The term “clinical data standards” means different things to different people. In the world of clinical trials, it has traditionally meant having case report forms and a database structure that are reusable from study to study. At the DIA CDM Annual Meeting last week in Orlando, Dr. Steve Wilson observed that, from the FDA’s perspective, the content, format and uses for data in regulatory submissions have evolved over the years. Initially, the push was to make the transition from paper to electronic submissions. With that, the need for structural standards became apparent, and hence the development of CDISC. We now recognize that the format of the data needs to be standardized, and CDISC is developing standard data collection modules (CDASH) and controlled terminology (e.g., code lists) to address this need. The FDA hopes to reap the benefit of this work in Janus, a data repository that will eventually house all submission data. This will allow them to monitor drug safety much more proactively.

These are all excellent developments, and bring us closer to an environment where standard data viewing and analysis tools are feasible and where databases and programs can be reused. I would argue, however, that there is one more step we need to take in order to be truly standardized. We are doing much to define the structure of data, but have very little in place to define its content. By this I don’t mean the terminology used to categorize data, but rather the processes and assumptions inherent in generating and collecting the data.

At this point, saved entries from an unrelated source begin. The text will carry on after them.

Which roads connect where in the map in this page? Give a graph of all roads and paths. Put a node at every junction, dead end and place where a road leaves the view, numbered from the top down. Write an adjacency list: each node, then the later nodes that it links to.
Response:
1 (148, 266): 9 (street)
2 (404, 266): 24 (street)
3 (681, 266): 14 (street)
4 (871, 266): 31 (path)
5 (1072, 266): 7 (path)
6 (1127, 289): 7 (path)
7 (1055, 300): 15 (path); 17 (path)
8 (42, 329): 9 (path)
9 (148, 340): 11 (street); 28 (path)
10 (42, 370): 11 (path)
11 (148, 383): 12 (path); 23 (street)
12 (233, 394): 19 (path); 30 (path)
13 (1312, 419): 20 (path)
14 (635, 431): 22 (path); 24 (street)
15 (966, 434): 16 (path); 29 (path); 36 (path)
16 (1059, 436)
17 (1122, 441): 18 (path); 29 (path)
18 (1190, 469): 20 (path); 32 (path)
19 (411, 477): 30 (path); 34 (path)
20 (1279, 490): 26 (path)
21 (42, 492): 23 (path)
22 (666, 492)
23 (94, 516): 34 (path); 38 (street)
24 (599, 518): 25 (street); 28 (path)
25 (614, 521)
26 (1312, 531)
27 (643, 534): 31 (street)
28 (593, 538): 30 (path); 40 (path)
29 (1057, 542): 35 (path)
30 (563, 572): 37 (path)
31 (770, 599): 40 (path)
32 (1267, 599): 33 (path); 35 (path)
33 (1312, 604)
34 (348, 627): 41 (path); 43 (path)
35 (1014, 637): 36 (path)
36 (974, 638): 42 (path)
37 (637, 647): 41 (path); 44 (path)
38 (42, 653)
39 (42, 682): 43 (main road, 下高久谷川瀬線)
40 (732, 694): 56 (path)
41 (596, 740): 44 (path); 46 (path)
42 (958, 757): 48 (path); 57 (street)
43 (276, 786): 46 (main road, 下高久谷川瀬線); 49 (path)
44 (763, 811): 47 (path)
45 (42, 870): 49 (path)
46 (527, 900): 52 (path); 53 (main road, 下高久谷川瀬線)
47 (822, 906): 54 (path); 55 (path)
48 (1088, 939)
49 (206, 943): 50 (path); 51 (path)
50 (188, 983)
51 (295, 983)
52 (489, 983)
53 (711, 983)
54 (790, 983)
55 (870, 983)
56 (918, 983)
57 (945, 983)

For example, suppose you want to analyze the emergence of adverse events in a particular drug class. You access the merged safety database, assign each AE to a time interval based on its start date, and then count the AEs and compare the intervals. It seems straightforward, until you realize that some studies started collected AEs when the informed consent was signed, some started at first dose, and some started collecting serious AEs when the IC was signed and all AEs at first dose. From the point of view of structure and terminology, the data are standard, but they are not suitable for this analysis, and while the collection starting point would be defined in the protocol, that information would rarely accompany the data.

This lack of definition about the processes and assumptions is, I believe, the greatest threat to data quality. In order for data to be truly comparable we must know not just its electronic characteristics but also the processes and assumptions made in generating it. Only then can we know when the data we have is fit to answer the questions we want to ask.